Segundo o boletim de ocorrência da Polícia Militar, uma pessoa entrou
em contato no quartel da cidade e denunciou um caso de tortura contra um
menor. Quando os militares chegaram no endereço indicado, praça Manoel
Fonseca, encontram o menino com lesões antigas e recentes no rosto.
Ao ser questionada, a vítima contou que era agredida há vários dias por
J.P, de 13, e J.P.S.N, de 17, uma vez que eles acreditavam que a
criança seria responsável por denunciá-los aos policiais da cidade.
Como forma de castigo, o menor era agredido e torturado. Na última
agressão, na sexta-feira (30), a criança foi abordada na rua pelos
irmãos. O mais velho segurou os seus braços enquanto o mais novo dizia:
“Você não fecha com bandido. Você fecha com polícia, seu 'X9'”. Em
seguida, J.P pegou o cigarro de maconha que estava fumando e apagou na
bochecha da vítima.
Ainda conforme a criança, por várias vezes, ela foi obrigada a fumar
maconha enquanto era torturada. Além disso, o garoto era ameaçado de
morte caso denunciasse as agressões.
Militares fizeram rastreamento na região e localizaram os suspeitos,
que negaram o crime. As mães dos envolvidos no caso também foram
chamadas e, durante a ocorrência, a mãe dos adolescentes, uma mulher de
33 anos, chegou a apertar o rosto da criança e ameaçar a mãe dele. Ela
teria dito: “Você vai ver o que vou fazer por terem denunciado meus
filhos, sua 'vadia'”. Ela foi presa por ameaça e também levada para a
delegacia.
Nesta terça-feira (3), por meio da assessoria de imprensa da Polícia
Civil, a delegada da Delegacia de Mulheres e Atos Infracionais de Ponte
Nova, Débora Meneguitte, informou que os adolescentes e a mãe deles
foram ouvidos e liberados.
O delegado que estava de plantão no dia instaurou um procedimento de
apuração de ato infracional e solicitou um exame de corpo delito da
criança. Débora vai analisar o caso e encaminhar à Justiça. Os irmãos
podem responder por Ato Infracional Análogo ao Crime de Lesão Corporal.

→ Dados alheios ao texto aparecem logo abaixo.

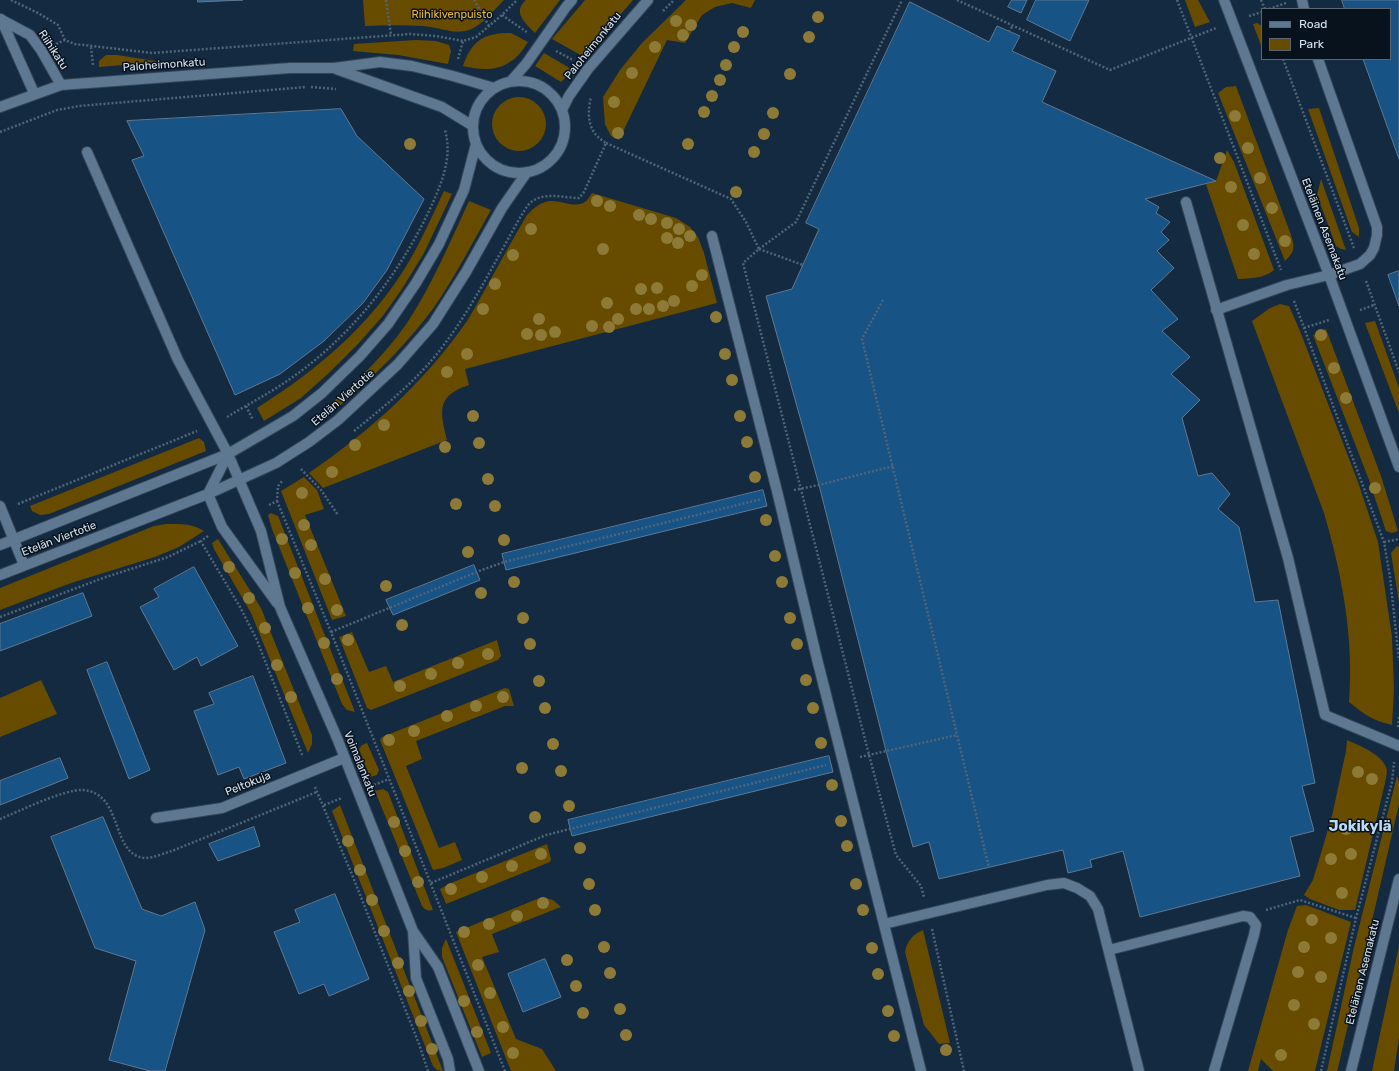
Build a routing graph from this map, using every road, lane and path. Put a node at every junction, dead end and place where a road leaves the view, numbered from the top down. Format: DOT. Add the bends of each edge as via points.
graph roads {
  1 [pos="11,0"];
  2 [pos="386,0"];
  3 [pos="474,0"];
  4 [pos="517,0"];
  5 [pos="572,0"];
  6 [pos="648,0"];
  7 [pos="674,0"];
  8 [pos="902,0"];
  9 [pos="957,0"];
  10 [pos="1177,0"];
  11 [pos="1224,0"];
  12 [pos="1291,1"];
  13 [pos="1272,8"];
  14 [pos="659,15"];
  15 [pos="0,19"];
  16 [pos="1013,25"];
  17 [pos="489,26"];
  18 [pos="1009,32"];
  19 [pos="391,35"];
  20 [pos="1191,37"];
  21 [pos="463,41"];
  22 [pos="1283,60"];
  23 [pos="1318,60"];
  24 [pos="334,68"];
  25 [pos="453,76"];
  26 [pos="511,82"];
  27 [pos="61,85"];
  28 [pos="494,88"];
  29 [pos="337,89"];
  30 [pos="592,91"];
  31 [pos="34,94"];
  32 [pos="0,107"];
  33 [pos="442,107"];
  34 [pos="562,110"];
  35 [pos="473,126"];
  36 [pos="0,132"];
  37 [pos="606,143"];
  38 [pos="476,144"];
  39 [pos="88,152"];
  40 [pos="527,172"];
  41 [pos="1186,202"];
  42 [pos="502,208"];
  43 [pos="521,216"];
  44 [pos="712,236"];
  45 [pos="759,248"];
  46 [pos="1360,264"];
  47 [pos="803,265"];
  48 [pos="1329,275"];
  49 [pos="1287,285"];
  50 [pos="883,300"];
  51 [pos="1216,310"];
  52 [pos="1399,372"];
  53 [pos="212,425"];
  54 [pos="352,433"];
  55 [pos="228,454"];
  56 [pos="307,465"];
  57 [pos="893,466"];
  58 [pos="1399,467"];
  59 [pos="300,469"];
  60 [pos="295,472"];
  61 [pos="284,478"];
  62 [pos="240,480"];
  63 [pos="819,485"];
  64 [pos="208,494"];
  65 [pos="766,498"];
  66 [pos="277,501"];
  67 [pos="1,508"];
  68 [pos="253,512"];
  69 [pos="338,515"];
  70 [pos="222,527"];
  71 [pos="1399,539"];
  72 [pos="14,540"];
  73 [pos="201,541"];
  74 [pos="1384,542"];
  75 [pos="0,545"];
  76 [pos="24,565"];
  77 [pos="0,575"];
  78 [pos="280,607"];
  79 [pos="0,617"];
  80 [pos="331,632"];
  81 [pos="1399,660"];
  82 [pos="1399,717"];
  83 [pos="957,734"];
  84 [pos="1398,746"];
  85 [pos="886,751"];
  86 [pos="869,755"];
  87 [pos="344,758"];
  88 [pos="831,764"];
  89 [pos="309,773"];
  90 [pos="156,818"];
  91 [pos="989,868"];
  92 [pos="1399,879"];
  93 [pos="431,883"];
  94 [pos="1243,916"];
  95 [pos="1356,918"];
  96 [pos="884,924"];
  97 [pos="413,931"];
  98 [pos="1109,950"];
  99 [pos="428,1071"];
  100 [pos="450,1071"];
  101 [pos="479,1071"];
  102 [pos="504,1071"];
  103 [pos="921,1071"];
  104 [pos="1139,1071"];
  105 [pos="1214,1071"];
  106 [pos="1321,1071"];
  107 [pos="1351,1071"];
  1 -- 19 [label="path" via="58,25 65,40 75,44 152,53"];
  2 -- 19 [label="path"];
  3 -- 17 [label="path"];
  4 -- 17 [label="path"];
  5 -- 26 [label="street"];
  6 -- 34 [label="street, Paloheimonkatu" via="588,69 568,96"];
  7 -- 14 [label="path"];
  8 -- 45 [label="path" via="796,222"];
  9 -- 16 [label="path"];
  10 -- 20 [label="path"];
  11 -- 48 [label="street, Eteläinen Asemakatu"];
  12 -- 13 [label="path"];
  15 -- 27 [label="street, Riihikatu" via="30,35"];
  15 -- 31 [label="street, Riihikatu"];
  16 -- 18 [label="path"];
  16 -- 20 [label="path" via="1110,70"];
  17 -- 21 [label="path" via="476,37"];
  19 -- 21 [label="path" via="436,36"];
  20 -- 49 [label="path"];
  21 -- 25 [label="path"];
  22 -- 46 [label="path, Eteläinen Asemakatu"];
  23 -- 46 [label="street" via="1377,226 1374,248"];
  24 -- 25 [label="street, Paloheimonkatu" via="380,62 412,66"];
  24 -- 27 [label="street, Paloheimonkatu" via="290,68"];
  24 -- 33 [label="street, Paloheimonkatu"];
  25 -- 28 [label="street, Paloheimonkatu"];
  26 -- 28 [label="street"];
  26 -- 34 [label="street" via="529,82 546,89"];
  27 -- 31 [label="street, Paloheimonkatu"];
  28 -- 35 [label="street" via="477,108"];
  29 -- 36 [label="path" via="309,87 97,103 57,110"];
  30 -- 37 [label="path" via="589,121 595,134"];
  31 -- 32 [label="street, Paloheimonkatu"];
  33 -- 35 [label="street, Paloheimonkatu"];
  33 -- 53 [label="path" via="437,122 444,129 448,140 443,180 424,220 389,279 344,334 318,357 287,381"];
  34 -- 40 [label="street" via="565,128 562,146 544,166"];
  35 -- 38 [label="street"];
  37 -- 43 [label="path" via="579,198 542,198 530,203"];
  37 -- 45 [label="path" via="731,199"];
  38 -- 40 [label="street" via="493,165 509,172"];
  38 -- 55 [label="street, Etelän Viertotie" via="464,190 439,244 388,324 322,393 293,416"];
  39 -- 53 [label="street, Voimalankatu" via="178,360"];
  40 -- 42 [label="street, Etelän Viertotie"];
  41 -- 51 [label="street"];
  42 -- 43 [label="path"];
  42 -- 62 [label="street, Etelän Viertotie" via="433,324 398,364 338,420 309,442 276,463"];
  43 -- 54 [label="path" via="465,315 440,350 406,388"];
  44 -- 96 [label="street"];
  45 -- 47 [label="path"];
  45 -- 86 [label="path" via="743,263"];
  46 -- 48 [label="street"];
  46 -- 52 [label="path, Eteläinen Asemakatu"];
  48 -- 49 [label="street"];
  48 -- 58 [label="street, Eteläinen Asemakatu"];
  49 -- 51 [label="street"];
  49 -- 74 [label="path"];
  50 -- 57 [label="path" via="862,340"];
  51 -- 84 [label="street" via="1288,558 1325,715"];
  53 -- 55 [label="street, Voimalankatu"];
  53 -- 67 [label="path"];
  55 -- 62 [label="street, Voimalankatu"];
  55 -- 64 [label="street"];
  55 -- 72 [label="street, Etelän Viertotie"];
  56 -- 59 [label="path"];
  57 -- 63 [label="path"];
  57 -- 83 [label="path"];
  59 -- 60 [label="path"];
  59 -- 69 [label="path" via="320,490"];
  61 -- 66 [label="path" via="278,486"];
  62 -- 64 [label="street, Etelän Viertotie"];
  62 -- 68 [label="street, Voimalankatu"];
  64 -- 70 [label="street, Voimalankatu"];
  64 -- 76 [label="street, Etelän Viertotie"];
  65 -- 80 [label="path" via="504,562"];
  66 -- 68 [label="path"];
  66 -- 80 [label="path"];
  67 -- 72 [label="street"];
  68 -- 78 [label="street, Voimalankatu" via="261,531"];
  70 -- 73 [label="path"];
  70 -- 78 [label="street, Voimalankatu"];
  71 -- 74 [label="path"];
  72 -- 75 [label="street, Etelän Viertotie"];
  72 -- 76 [label="street"];
  73 -- 79 [label="path" via="168,557 103,578"];
  73 -- 89 [label="path" via="256,638"];
  74 -- 81 [label="path"];
  76 -- 77 [label="street, Etelän Viertotie"];
  78 -- 87 [label="street, Voimalankatu"];
  80 -- 93 [label="path"];
  82 -- 84 [label="path"];
  83 -- 85 [label="path"];
  83 -- 91 [label="path"];
  84 -- 95 [label="path" via="1392,782"];
  87 -- 89 [label="street, Peltokuja"];
  87 -- 97 [label="street, Voimalankatu"];
  88 -- 93 [label="path" via="546,835"];
  89 -- 90 [label="street, Peltokuja" via="222,808"];
  89 -- 99 [label="path" via="356,884"];
  92 -- 107 [label="street, Eteläinen Asemakatu"];
  93 -- 102 [label="path"];
  94 -- 95 [label="path" via="1300,900"];
  94 -- 98 [label="street"];
  94 -- 105 [label="street" via="1250,917 1256,925"];
  95 -- 106 [label="path"];
  96 -- 98 [label="street" via="1064,883 1090,896 1098,909"];
  96 -- 103 [label="street"];
  97 -- 100 [label="street, Voimalankatu" via="416,978 448,1059"];
  97 -- 101 [label="street, Voimalankatu" via="438,967"];
  98 -- 104 [label="street"];
}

Irmãos são conhecidos no mundo do crime
Ainda conforme o registro da polícia, os suspeitos já são velhos
conhecidos no mundo do crime. O jovem de 17 já foi detido por lesão
corporal e envolvimento com drogas. O mais novo já praticou roubos e tem
envolvimento com o tráfico de drogas da cidade.
Os militares ainda destacaram que o menor de 13 anos é conhecido pelo
comportamento muito violento. Além disso, os irmãos cumpririam ordens de
traficantes. Durante o registro do boletim, uma conselheira tutelar que
estava de plantão foi acionado para acompanhar o caso.
A reportagem de O TEMPO tentou contato no Conselho Tutelar de Ponte Nova, mas as ligações não foram atendidas.
Sonho de virar PM
A revolta dos irmãos contra a criança começou quando eles também
perceberam que, constantemente, o menino ficava no quartel. O menor tem
um bom relacionamento com os policiais e já tinha afirmado para os
suspeitos que, quando crescesse, queria ser policial militar.